Keypoint coordinate data
□ □ □ □

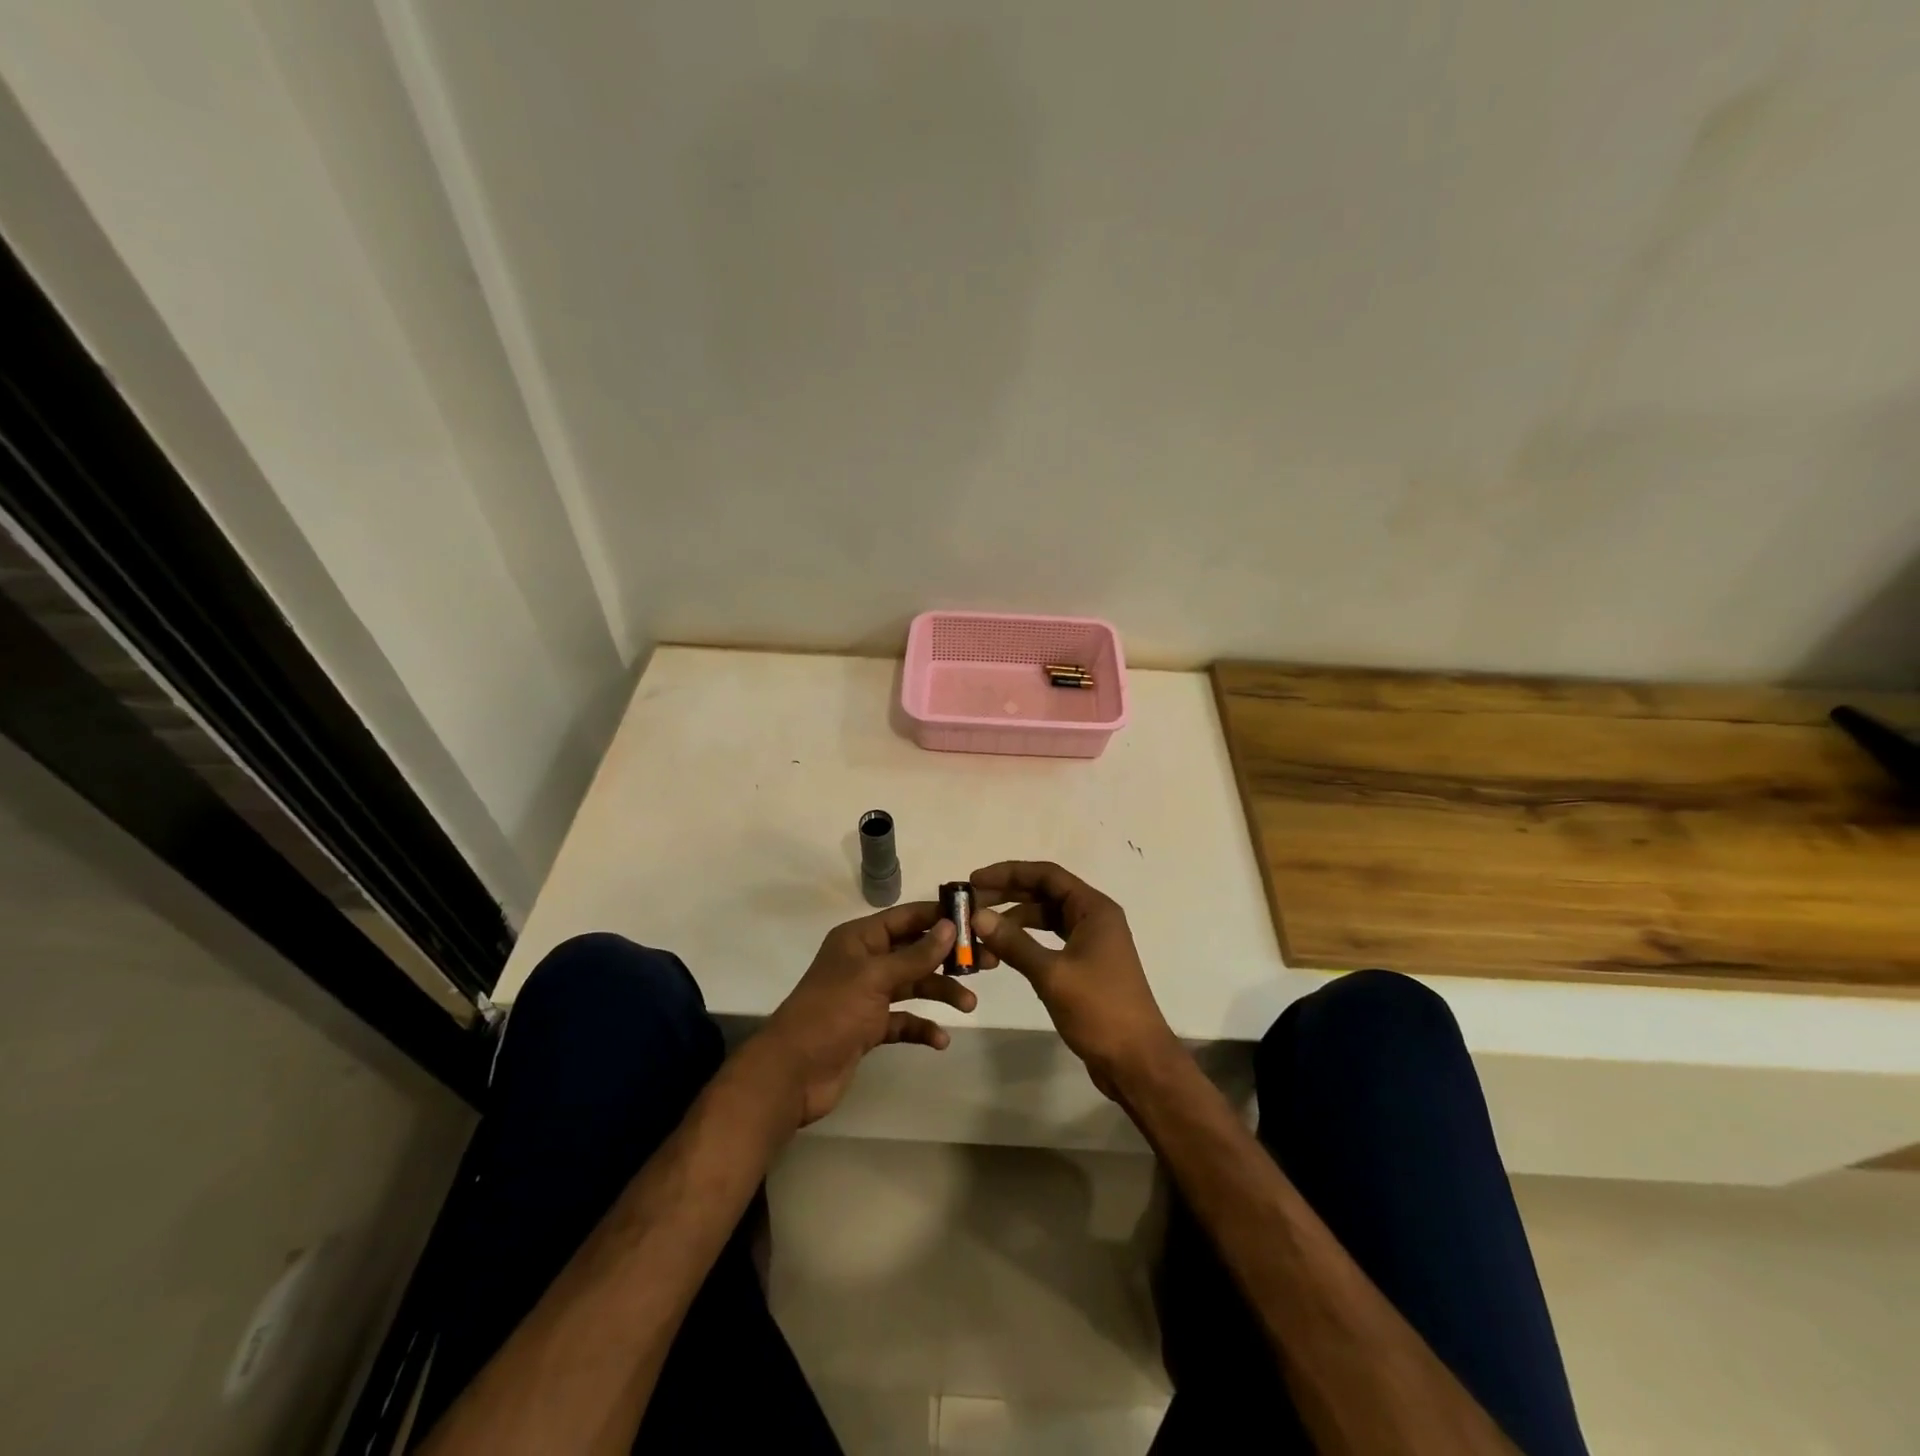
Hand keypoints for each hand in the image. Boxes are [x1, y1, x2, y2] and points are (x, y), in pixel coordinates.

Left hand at [751, 902, 976, 1126]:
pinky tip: (940, 1040)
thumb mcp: (875, 978)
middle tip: (987, 963)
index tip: (975, 918)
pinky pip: (904, 1021)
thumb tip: (949, 926)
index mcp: (859, 939)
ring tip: (969, 1005)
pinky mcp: (869, 1028)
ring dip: (940, 992)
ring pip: (913, 985)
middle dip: (948, 957)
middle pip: (914, 951)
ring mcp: (867, 996)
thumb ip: (915, 955)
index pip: (906, 918)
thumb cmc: (831, 1014)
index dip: (939, 916)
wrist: (792, 1074)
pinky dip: (922, 1027)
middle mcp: (865, 962)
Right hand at [968, 861, 1180, 1100]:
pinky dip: (1026, 942)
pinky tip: (1002, 952)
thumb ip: (1014, 943)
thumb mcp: (1052, 974)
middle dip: (1007, 895)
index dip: (1009, 873)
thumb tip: (977, 916)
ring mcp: (1091, 942)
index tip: (974, 880)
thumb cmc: (1100, 1010)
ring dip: (1014, 920)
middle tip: (970, 903)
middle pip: (1045, 893)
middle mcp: (1094, 918)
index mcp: (1094, 909)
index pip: (1047, 875)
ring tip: (980, 930)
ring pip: (1046, 918)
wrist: (1137, 1061)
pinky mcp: (1085, 965)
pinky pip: (1050, 941)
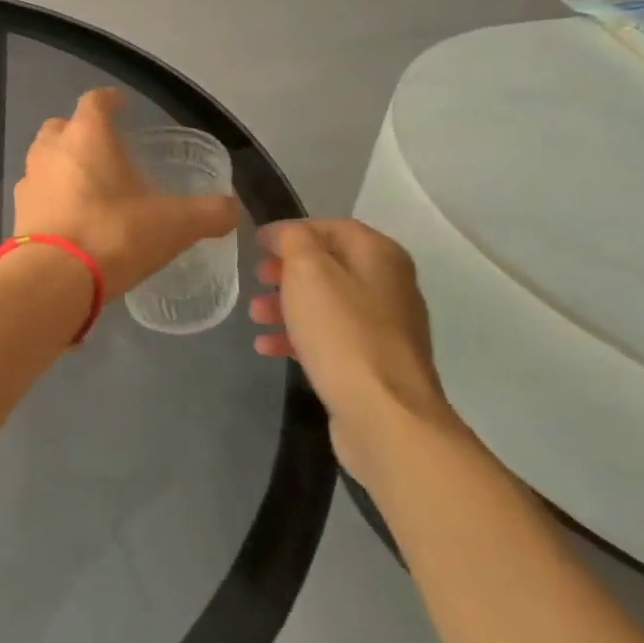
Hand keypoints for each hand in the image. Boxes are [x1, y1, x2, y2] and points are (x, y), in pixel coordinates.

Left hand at [12, 89, 237, 299]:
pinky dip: (52, 197)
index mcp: (87, 136)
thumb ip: (208, 213)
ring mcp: (29, 181)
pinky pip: (37, 193)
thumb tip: (233, 210)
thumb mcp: (174, 225)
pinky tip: (72, 218)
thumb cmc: (115, 235)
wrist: (52, 280)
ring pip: (45, 159)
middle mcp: (51, 149)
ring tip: (89, 186)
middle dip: (81, 132)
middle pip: (62, 126)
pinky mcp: (17, 213)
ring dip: (63, 165)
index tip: (123, 106)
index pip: (95, 101)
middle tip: (106, 150)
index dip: (110, 100)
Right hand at [249, 219, 459, 484]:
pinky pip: (329, 338)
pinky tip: (268, 347)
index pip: (330, 226)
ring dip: (286, 305)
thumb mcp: (307, 270)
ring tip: (255, 316)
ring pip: (325, 303)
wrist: (385, 415)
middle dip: (285, 271)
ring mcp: (384, 327)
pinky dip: (298, 336)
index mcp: (379, 255)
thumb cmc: (342, 331)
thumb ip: (292, 239)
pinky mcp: (373, 363)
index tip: (255, 244)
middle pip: (328, 265)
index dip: (290, 231)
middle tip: (256, 278)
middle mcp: (389, 285)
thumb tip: (283, 234)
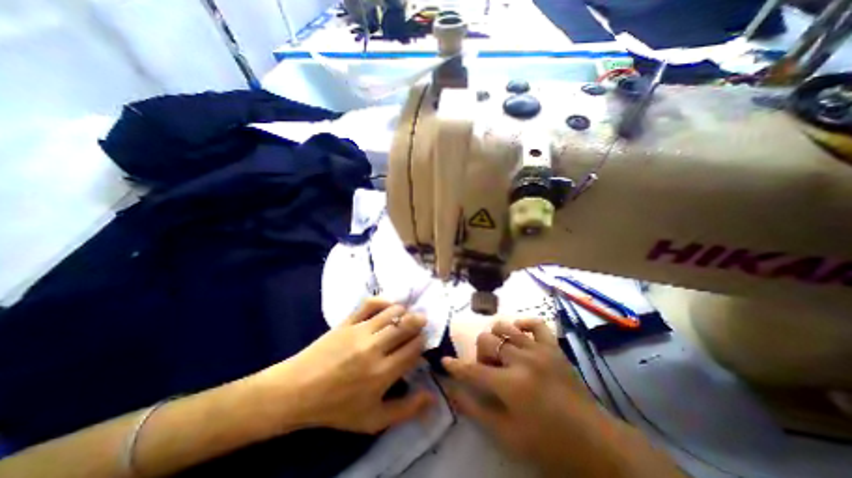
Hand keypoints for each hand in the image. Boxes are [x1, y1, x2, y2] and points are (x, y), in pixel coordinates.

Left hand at [259, 300, 433, 435]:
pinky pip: (369, 304)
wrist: (296, 392)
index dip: (422, 342)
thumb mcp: (372, 420)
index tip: (421, 342)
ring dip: (403, 311)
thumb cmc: (336, 408)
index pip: (413, 348)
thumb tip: (433, 397)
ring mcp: (360, 331)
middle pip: (406, 326)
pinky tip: (387, 305)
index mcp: (383, 373)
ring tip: (405, 315)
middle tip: (422, 320)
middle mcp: (375, 348)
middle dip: (419, 321)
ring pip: (392, 312)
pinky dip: (382, 301)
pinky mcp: (347, 322)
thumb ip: (406, 410)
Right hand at [442, 320, 627, 476]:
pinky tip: (519, 334)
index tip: (444, 362)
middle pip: (487, 341)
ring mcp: (539, 349)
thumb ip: (476, 410)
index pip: (472, 370)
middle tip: (489, 371)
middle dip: (480, 354)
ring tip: (502, 353)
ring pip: (505, 327)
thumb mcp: (507, 435)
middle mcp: (522, 360)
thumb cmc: (548, 444)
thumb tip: (453, 390)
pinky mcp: (553, 347)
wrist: (595, 444)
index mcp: (510, 385)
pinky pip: (535, 323)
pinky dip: (523, 324)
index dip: (455, 366)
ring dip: (496, 337)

□ □ □ □

What the task asks:
All of the data, minus its pictures, should be repeated exactly.

Expected answer:
Hand keypoints for each hand in the image. Boxes are [x1, y1, x2, y2] and points are (x, y), in pixel coordinates.

Left hand at [751, 902, 976, 1126]:
pinky tip: (940, 1040)
thumb mcp: (875, 978)
middle tip: (987, 963)
index tip: (975, 918)
pinky pip: (904, 1021)
thumb tip: (949, 926)
index mcp: (859, 939)
ring tip: (969, 1005)
pinky mcp: (869, 1028)
ring dip: (940, 992)
ring pip: (913, 985)
middle dip: (948, 957)
middle pip: (914, 951)
ring mcp: (867, 996)
thumb ip: (915, 955)
index pip: (906, 918)
thumb cmc: (831, 1014)
index dip: (939, 916)
wrist: (792, 1074)
pinky dip: (922, 1027)
middle mcp: (865, 962)
Right hand at [968, 861, 1180, 1100]:
pinky dip: (1026, 942)
pinky tip: (1002, 952)
thumb ip: (1014, 943)
thumb mcp: (1052, 974)
middle dip: (1007, 895)
index dip: (1009, 873)
thumb tip: (977, 916)
ring mcp: (1091, 942)
index tip: (974, 880)
thumb cmc: (1100, 1010)
ring dip: (1014, 920)
middle tip: (970, 903)
middle pip: (1045, 893)
middle mcp: (1094, 918)
index mcp: (1094, 909)
index pip: (1047, 875)
ring tip: (980, 930)
ring pip: (1046, 918)
wrist: (1137, 1061)
pinky mcp: (1085, 965)
pinky pip: (1050, 941)
Hand keypoints for each hand in the image. Boxes are [x1, y1, x2, y2] and points are (x, y), in pixel coordinates.

Left hand at [12, 89, 237, 299]:
pinky dip: (52, 197)
index mcp: (87, 136)
thumb ip: (208, 213)
ring mcp: (29, 181)
pinky pip: (37, 193)
thumb tip: (233, 210)
thumb mcp: (174, 225)
pinky tip: (72, 218)
thumb cmc: (115, 235)
wrist: (52, 280)
ring pip: (45, 159)
middle mcp: (51, 149)
ring tip: (89, 186)
middle dip: (81, 132)
middle pip: (62, 126)
pinky mcp: (17, 213)
ring dip: (63, 165)
index tip: (123, 106)
index pip: (95, 101)
middle tip: (106, 150)
index dip: (110, 100)
Right hand at [249, 219, 459, 484]:
pinky pip: (329, 338)
pinky tip: (268, 347)
index pip: (330, 226)
ring dip: (286, 305)
thumb mcp: (307, 270)
ring tip: (255, 316)
ring pip: (325, 303)
wrist: (385, 415)
middle dip: (285, 271)
ring mcp: (384, 327)
pinky dip: (298, 336)
index mcp: (379, 255)
thumb cmc: (342, 331)
thumb ip: (292, 239)
pinky mcp: (373, 363)
index tip: (255, 244)
middle pip: (328, 265)
index dip: (290, 231)
middle tip: (256, 278)
middle mcp: (389, 285)
thumb tip: (283, 234)
Hand keypoints for each hand in the image. Boxes are [x1, y1, x2, y2] and points are (x, y), in pixel coordinates.

Left hand at [259, 300, 433, 435]:
pinky pip: (369, 304)
wrist: (296, 392)
index dip: (422, 342)
thumb mcp: (372, 420)
index tip: (421, 342)
ring dip: (403, 311)
thumb cmc: (336, 408)
index pip: (413, 348)
thumb tip: (433, 397)
ring mcp: (360, 331)
middle pip: (406, 326)
pinky tip: (387, 305)
index mcp: (383, 373)
ring tip: (405, 315)
middle tip: (422, 320)
middle mcp: (375, 348)
middle dip: (419, 321)
ring pip: (392, 312)
pinky dip: (382, 301)
pinky mcp: (347, 322)
thumb ip: (406, 410)
Right hand at [442, 320, 627, 476]:
pinky tip: (519, 334)
index tip: (444, 362)
middle pip: (487, 341)
ring mcp: (539, 349)
thumb ip: (476, 410)
index pip: (472, 370)
middle tip: (489, 371)
middle dip: (480, 354)
ring tip: (502, 353)
ring pip: (505, 327)
thumb mcp: (507, 435)
middle mcp: (522, 360)
thumb cmc: (548, 444)
thumb tip: (453, 390)
pinky mcp: (553, 347)
wrist: (595, 444)
index mcp: (510, 385)
pinky pip: (535, 323)
pinky dip: (523, 324)
index dip: (455, 366)
ring dip: (496, 337)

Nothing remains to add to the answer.